Collingwood v. Winston-Salem Southbound Ry. Co.Annotate this Case
59 S.E.2d 584 (1950)
232 N.C. 192
COLLINGWOOD v. WINSTON-SALEM SOUTHBOUND RY. CO.
Supreme Court of North Carolina.
May 24, 1950.
*585 H. C. Turner, Albemarle, for plaintiff appellee.
R. L. Smith & Sons, Albemarle, and Craige & Craige, Winston-Salem, for defendant appellant.
The plaintiff's evidence was sufficient to carry the case to the jury on the issue of defendant's negligence, but it is contended that defendant's motion for judgment of nonsuit should have been sustained for the reason that the contributory negligence of the plaintiff conclusively appears.
However, we think the issue of contributory negligence was also one for the jury. Coltrain v. Atlantic Coast Line R. R. Co., 216 N.C. 263, 4 S.E.2d 853; Caldwell v. Southern R. R. Co., 218 N.C. 63, 10 S.E.2d 680. The court properly could not sustain the motion to nonsuit on this ground unless the testimony tending to prove contributory negligence was so clear that no other conclusion reasonably could be drawn therefrom. Winfield v. Smith, 230 N.C. 392, 53 S.E.2d 251; Dawson v. Seashore Transportation Co., 230 N.C. 36, 51 S.E.2d 921; Bundy v. Powell, 229 N.C. 707, 51 S.E.2d 307; Atkins v. White Transp. Co., 224 N.C. 688, 32 S.E.2d 209; Hampton v. Hawkins, 219 N.C. 205, 13 S.E.2d 227; Cole v. Koonce, 214 N.C. 188, 198 S.E. 637.
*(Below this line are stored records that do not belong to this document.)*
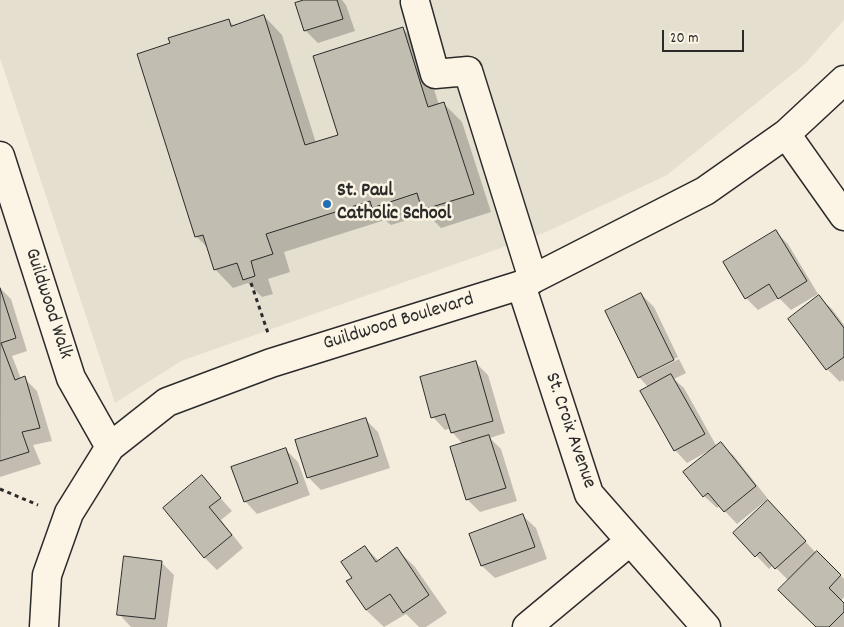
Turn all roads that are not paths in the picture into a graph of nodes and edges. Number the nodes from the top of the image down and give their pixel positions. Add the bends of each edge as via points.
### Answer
1 (415, 2) dead end
2 (844, 80) edge
3 (786, 134) junction
4 (0, 156) edge
5 (844, 216) edge
6 (527, 282) junction
7 (110, 447) junction
8 (630, 542) junction
9 (44, 627) edge
10 (527, 627) edge
11 (706, 627) edge

1 - 6 street, St. Croix Avenue via 435,74 468,72
2 - 3 street, Guildwood Boulevard
3 - 5 street
3 - 6 street, Guildwood Boulevard via 705,191
4 - 7 street, Guildwood Walk via 71,378
6 - 7 street, Guildwood Boulevard via 271,363 167,402
6 - 8 street, St. Croix Avenue via 589,494
7 - 9 street, Guildwood Boulevard via 69,513 47,575
8 - 10 street
8 - 11 street, St. Croix Avenue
Plaintiff testified that at the time he approached the crossing it was almost dark, 5:40 p.m. December 17, and he had already turned on the lights on his automobile; that as he came to the crossing he slowed down almost to a complete stop and looked and listened for a train, and did not see or hear anything; that just as he drove on the track suddenly light flashed up from the on-coming locomotive, which, connected only with a tender, was moving noiselessly down grade, and a blast from the whistle was blown as he was struck; that while he was familiar with the crossing and the view in daylight was unobstructed, darkness at the time obscured the view of an approaching unlighted locomotive, and no warning signal of any kind was given. Considering his evidence in the light most favorable for him, we think the motion for judgment of nonsuit properly denied.
Defendant assigns error in the charge of the court in that in stating generally the law as to the correlative duties of drivers of automobiles and railroad engines on approaching a grade crossing, the court stated principles of law based on facts which had *586 no relation to those in evidence in this case. It is urged that this tended to suggest consideration by the jury of matters not in evidence, all to the prejudice of the defendant.
While it was the duty of the court to confine his instructions to the law arising on the evidence in the case on trial, G.S. § 1-180, an examination of the entire charge of the court in the light of the evidence and the contentions of the litigants leaves us with the impression that no prejudicial effect from the instructions complained of is apparent, and that the verdict was not improperly influenced thereby. The burden is on the appellant not only to show error, but also to make it appear that the error complained of was material with resultant harm to its cause. Collins v. Lamb, 215 N.C. 719, 2 S.E.2d 863.
We have examined the other exceptions noted by defendant and brought forward in its assignments of error, but do not find them of sufficient moment to justify setting aside the verdict and judgment. The result will not be disturbed.